I try not to bring up the past. It is water down the drain. But let me do anything wrong at all, in his eyes, and the whole country knows it. I once put the stew on the stove, forgot it, went to town and burned the pot. I felt ashamed at my carelessness and cleaned everything up, but he still points the finger at me.

A: You are obviously an older couple. You have also put up for years with an alcoholic husband who needed several impaired driving charges to stop drinking. He may have stopped drinking, but it sounds like he hasn’t sobered up with his thinking or attitudes. You are living with what is commonly referred to as a “dry drunk,” someone who continues to act in the self-centred way of an alcoholic without having a drink.

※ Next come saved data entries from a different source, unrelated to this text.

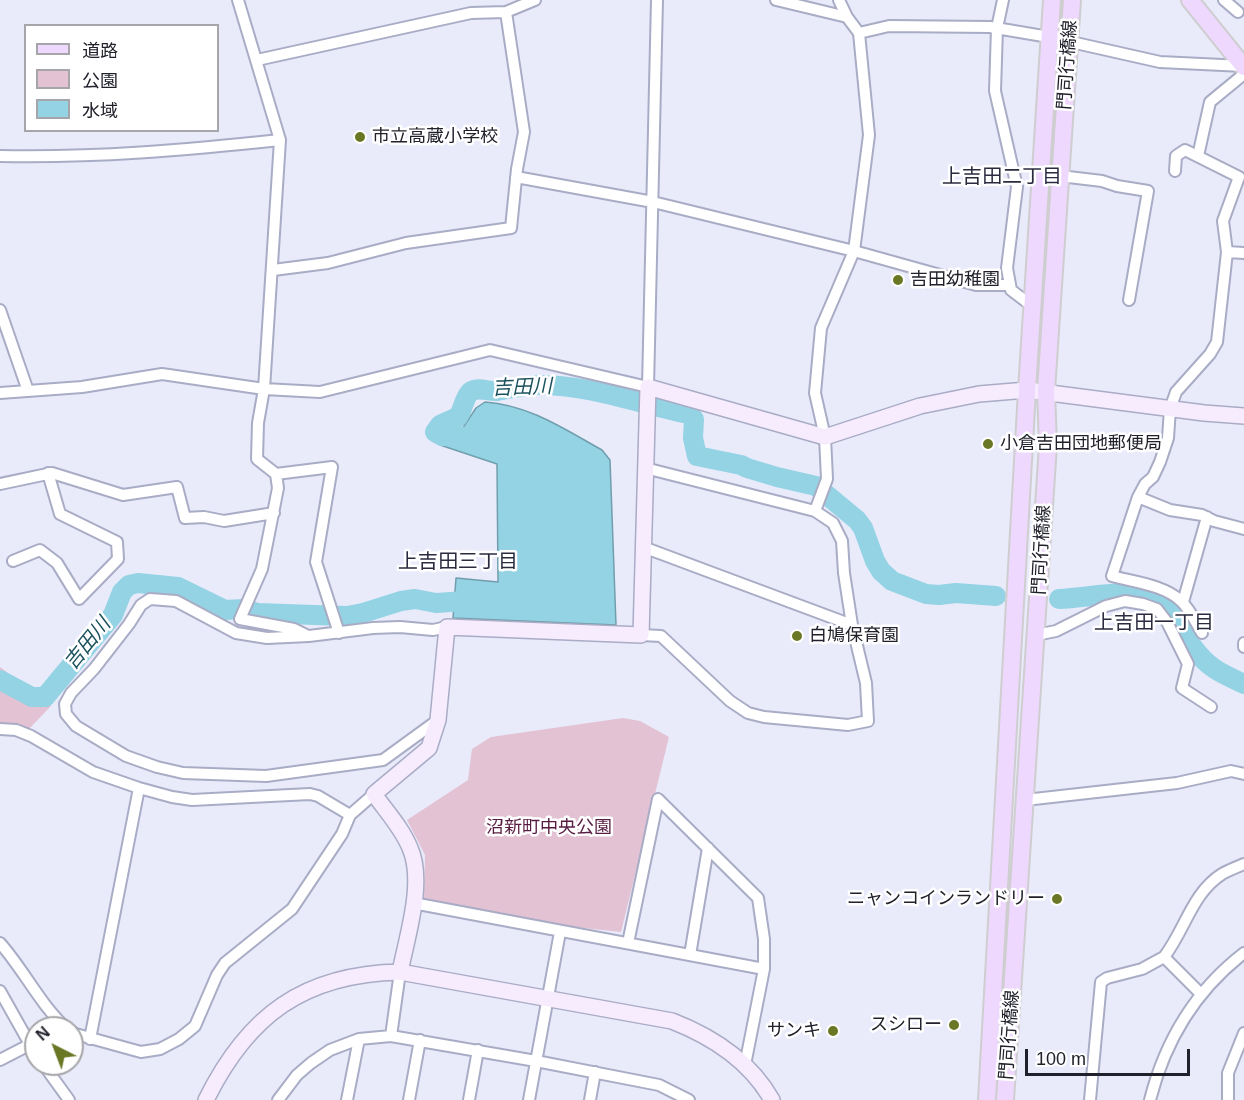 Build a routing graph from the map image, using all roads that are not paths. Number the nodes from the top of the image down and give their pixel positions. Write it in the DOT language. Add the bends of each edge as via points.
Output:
graph roads {
  1 [pos="238,0"];
  2 [pos="475,0"];
  3 [pos="535,0"];
  4 [pos="657,0"];
  5 [pos="776,0"];
  6 [pos="839,0"];
  7 [pos="1003,0"];
  8 [pos="1052,0"];
  9 [pos="1072,0"];
  10 [pos="1190,0"];
  11 [pos="1224,0"];
  12 [pos="506,12"];
  13 [pos="1238,12"];
  14 [pos="471,13"];
  15 [pos="847,16"];
  16 [pos="997,28"];
  17 [pos="859,33"];
  18 [pos="1049,37"];
  19 [pos="1069,42"];
  20 [pos="257,60"];
  21 [pos="1244,69"];
  22 [pos="280,140"];
  23 [pos="0,156"];
  24 [pos="1198,156"];
  25 [pos="1175,171"];
  26 [pos="1242,172"];
  27 [pos="1060,176"];
  28 [pos="516,177"];
  29 [pos="653,202"];
  30 [pos="854,250"];
  31 [pos="1227,252"];
  32 [pos="1244,253"];
  33 [pos="273,270"];
  34 [pos="1010,285"];
  35 [pos="1129,300"];
  36 [pos="1032,306"];
  37 [pos="0,310"];
  38 [pos="648,387"];
  39 [pos="264,389"];
  40 [pos="1027,390"];
  41 [pos="28,391"];
  42 [pos="1046,391"];
  43 [pos="0,393"];
  44 [pos="1170,408"];
  45 [pos="1244,416"];
  46 [pos="825,437"];
  47 [pos="645,468"];
  48 [pos="48,473"];
  49 [pos="276,474"];
  50 [pos="0,484"];
  51 [pos="1138,497"];
  52 [pos="815,512"];
  53 [pos="274,513"];
  54 [pos="1207,517"];
  55 [pos="1244,529"];
  56 [pos="643,547"];
  57 [pos="13,561"];
  58 [pos="1183,602"];
  59 [pos="852,625"];
  60 [pos="447,627"];
  61 [pos="339,633"];
  62 [pos="1202,633"];
  63 [pos="641,634"];
  64 [pos="1036,635"];
  65 [pos="309,636"];
  66 [pos="1211,707"];
  67 [pos="438,720"];
  68 [pos="0,729"];
  69 [pos="1244,774"];
  70 [pos="139,788"];
  71 [pos="374,794"];
  72 [pos="1025,800"];
  73 [pos="350,815"];
  74 [pos="708,848"];
  75 [pos="1244,864"];
  76 [pos="413,903"];
  77 [pos="560,932"];
  78 [pos="0,943"];
  79 [pos="628,943"];
  80 [pos="1244,953"];
  81 [pos="690,955"];
  82 [pos="1164,957"];
  83 [pos="764,969"];
  84 [pos="400,972"];
  85 [pos="0,991"];
  86 [pos="1201,994"];
  87 [pos="548,998"];
  88 [pos="53,1016"];
  89 [pos="1244,1033"];
  90 [pos="24,1034"];
  91 [pos="391,1036"];
  92 [pos="84,1037"];
  93 [pos="90,1039"];
  94 [pos="359,1039"];
  95 [pos="420,1040"];
  96 [pos="1241,1045"];
  97 [pos="478,1050"];
  98 [pos="24,1053"];
  99 [pos="0,1060"];
  100 [pos="536,1061"];
  101 [pos="745,1065"];
  102 [pos="595,1072"];
  103 [pos="52,1076"];
  104 [pos="69,1100"];
  105 [pos="206,1100"];
  106 [pos="278,1100"];
  107 [pos="347,1100"];
  108 [pos="409,1100"];
  109 [pos="469,1100"];
  110 [pos="529,1100"];
  111 [pos="590,1100"];
  112 [pos="689,1100"];
  113 [pos="772,1100"];
  114 [pos="987,1100"];
  115 [pos="1005,1100"];
  116 [pos="1090,1100"];
  117 [pos="1150,1100"];
  118 [pos="1228,1100"];
  1 -- 20 [label="street"];
  2 -- 14 [label="street"];
  3 -- 12 [label="street"];
  4 -- 29 [label="street"];
  5 -- 15 [label="street"];
  6 -- 15 [label="street"];
  7 -- 16 [label="street"];
  8 -- 18 [label="main road, 門司行橋線"];
  9 -- 19 [label="main road, 門司行橋線"];
  10 -- 21 [label="main road"];
  11 -- 13 [label="street"];
  12 -- 14 [label="street"];
  12 -- 28 [label="street" via="524,132"];
  14 -- 20 [label="street"];
  15 -- 17 [label="street"];
  16 -- 17 [label="street" via="889,26"];
  16 -- 18 [label="street"];
  16 -- 34 [label="street" via="995,91 1017,187 1007,268"];
  17 -- 30 [label="street" via="869,135"];
  18 -- 19 [label="street"];
  18 -- 36 [label="main road, 門司行橋線"];
  19 -- 21 [label="street" via="1160,62"];
  19 -- 27 [label="main road, 門司行橋線"];
  20 -- 22 [label="street"];
  21 -- 24 [label="street" via="1210,102"];
  22 -- 23 [label="street" via="181,151"];
  22 -- 33 [label="street"];
  24 -- 25 [label="street" via="1185,150 1176,156"];
  24 -- 26 [label="street"];
  26 -- 31 [label="street" via="1223,221"];
  27 -- 35 [label="street" via="1148,191"];
  27 -- 42 [label="main road, 門司行橋線"];
  28 -- 29 [label="street"];
  28 -- 33 [label="street" via="511,228 406,243 328,263"];
  29 -- 30 [label="street"];
  29 -- 38 [label="street"];
  30 -- 34 [label="street" via="976,285"];
  30 -- 46 [label="street" via="820,328 815,393"];
  31 -- 32 [label="street"];
  31 -- 44 [label="street" via="1217,342 1176,392"];
  33 -- 39 [label="street"];
  34 -- 36 [label="street"];
  36 -- 40 [label="main road, 門司行橋線"];
  37 -- 41 [label="street"];
  38 -- 39 [label="street" via="489,350 320,392"];
  38 -- 46 [label="street"];
  38 -- 47 [label="street"];
  39 -- 41 [label="street" via="162,374"];
  39 -- 49 [label="street" via="257,459"];
  40 -- 42 [label="street"];
  40 -- 46 [label="street" via="979,394 920,406"];
  40 -- 114 [label="main road, 門司行橋線"];
  41 -- 43 [label="street"];
  42 -- 44 [label="street"];
  42 -- 64 [label="main road, 門司行橋線" via="1048,445"];
  44 -- 45 [label="street"];
  44 -- 51 [label="street" via="1160,462"];
  46 -- 52 [label="street" via="827,478"];
  47 -- 52 [label="street"];
  47 -- 56 [label="street"];
  48 -- 50 [label="street"];
  48 -- 53 [label="street" via="123,495 177,487 185,518 224,521"];
  48 -- 57 [label="street" via="60,514 117,542 118,559 79,598 57,563 40,550"];
  49 -- 53 [label="street"];
  49 -- 61 [label="street" via="332,467 316,562"];
  51 -- 54 [label="street" via="1170,510"];
  51 -- 58 [label="street" via="1112,576 1157,588"];
  52 -- 59 [label="street" via="833,523 843,541"];
  53 -- 65 [label="street" via="262,569 240,619 294,629"];
  54 -- 55 [label="street"];
  54 -- 58 [label="street"];
  56 -- 59 [label="street"];
  56 -- 63 [label="street"];
  58 -- 62 [label="street"];
  59 -- 63 [label="street" via="866,683 868,721 849,725 748,713 661,636"];
  60 -- 61 [label="street" via="373,628"];
  60 -- 63 [label="street"];
  60 -- 67 [label="street"];
  61 -- 65 [label="street"];
  64 -- 66 [label="street" via="1056,631 1125,601 1157,609 1188,664 1182,688"];
  64 -- 72 [label="main road, 門司行橋線"];
  65 -- 67 [label="street" via="267,638 236,633 176,601 150,599 141,605 94,669 71,693 65,704 66,714 76,726 126,756 157,768 183,773 266,776 383,760"];
  67 -- 71 [label="street" via="429,748"];
  68 -- 70 [label="street" via="31,736 93,772"];
  69 -- 72 [label="street" via="1231,771 1177,783"];
  70 -- 73 [label="street" via="192,800 310,794"];
  70 -- 93 [label="street"];
  71 -- 73 [label="street"];
  71 -- 76 [label="street" via="411,849 416,871"];
  72 -- 115 [label="main road, 門司行橋線"];
  73 -- 93 [label="street" via="342,834 292,909 225,963 195,1026 160,1049 141,1052"];
  74 -- 79 [label="street" via="658,799"];
  74 -- 81 [label="street"];
  74 -- 83 [label="street" via="758,898"];
  75 -- 82 [label="street" via="1223,873 1208,886"];
  76 -- 77 [label="street"];
  76 -- 84 [label="street"];
  77 -- 79 [label="street"];
  77 -- 87 [label="street"];
  78 -- 88 [label="street"];
  79 -- 81 [label="street"];
  80 -- 86 [label="street"];
  81 -- 83 [label="street"];
  82 -- 86 [label="street"];
  82 -- 116 [label="street" via="1142,969 1101,982"];
  83 -- 101 [label="street"];
  84 -- 87 [label="street"];
  84 -- 91 [label="street"];
  84 -- 105 [label="street" via="375,972 332,981 269,1014 230,1056"];
  85 -- 90 [label="street"];
  86 -- 117 [label="street" via="1172,1039"];
  87 -- 100 [label="street"];
  87 -- 101 [label="street" via="672,1021 721,1045"];
  89 -- 96 [label="street"];
  91 -- 94 [label="street"];
  91 -- 95 [label="street"];
  92 -- 93 [label="street"];
  94 -- 106 [label="street" via="311,1062"];
  94 -- 107 [label="street"];
  95 -- 97 [label="street"];
  95 -- 108 [label="street"];
  96 -- 118 [label="street" via="1228,1073"];
  97 -- 100 [label="street"];
  97 -- 109 [label="street"];
  98 -- 99 [label="street"];
  100 -- 102 [label="street"];
  100 -- 110 [label="street"];
  101 -- 113 [label="street"];
  102 -- 111 [label="street"];
  102 -- 112 [label="street" via="659,1085"];
  103 -- 104 [label="street"];
}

If he is disrespectful of you now, I’m quite sure he’s been that way for years. You drove him to AA in the past. It’s now time to drive yourself to Al-Anon, which is a program to help people heal themselves from the hurt and damage they have experienced while living with an alcoholic, dry or wet.

Al-Anon can help you to learn to take care of yourself and not feel responsible for the marriage. He is responsible for himself and it’s up to him to decide if he too wants to work on the marriage, or have a marriage.

But until you heal yourself, which the 12 steps of Al-Anon can help you do, you likely won’t be strong enough to take steps to remove yourself from the marriage, if that becomes necessary.

It appears your husband believes he has the right to do whatever he wants, an abusive behavior called male privilege, part of the power and control wheel that I have discussed in this column.

There are many Al-Anon groups in rural areas. Check with your pastor or public health nurse for locations. Most cities have telephone answering services to give you the locations of both rural and city meetings, and usually a telephone contact so you can talk with someone before going to your first meeting and not feel so self-conscious.

Your letter to me was your first step in taking care of yourself. Keep walking on that path.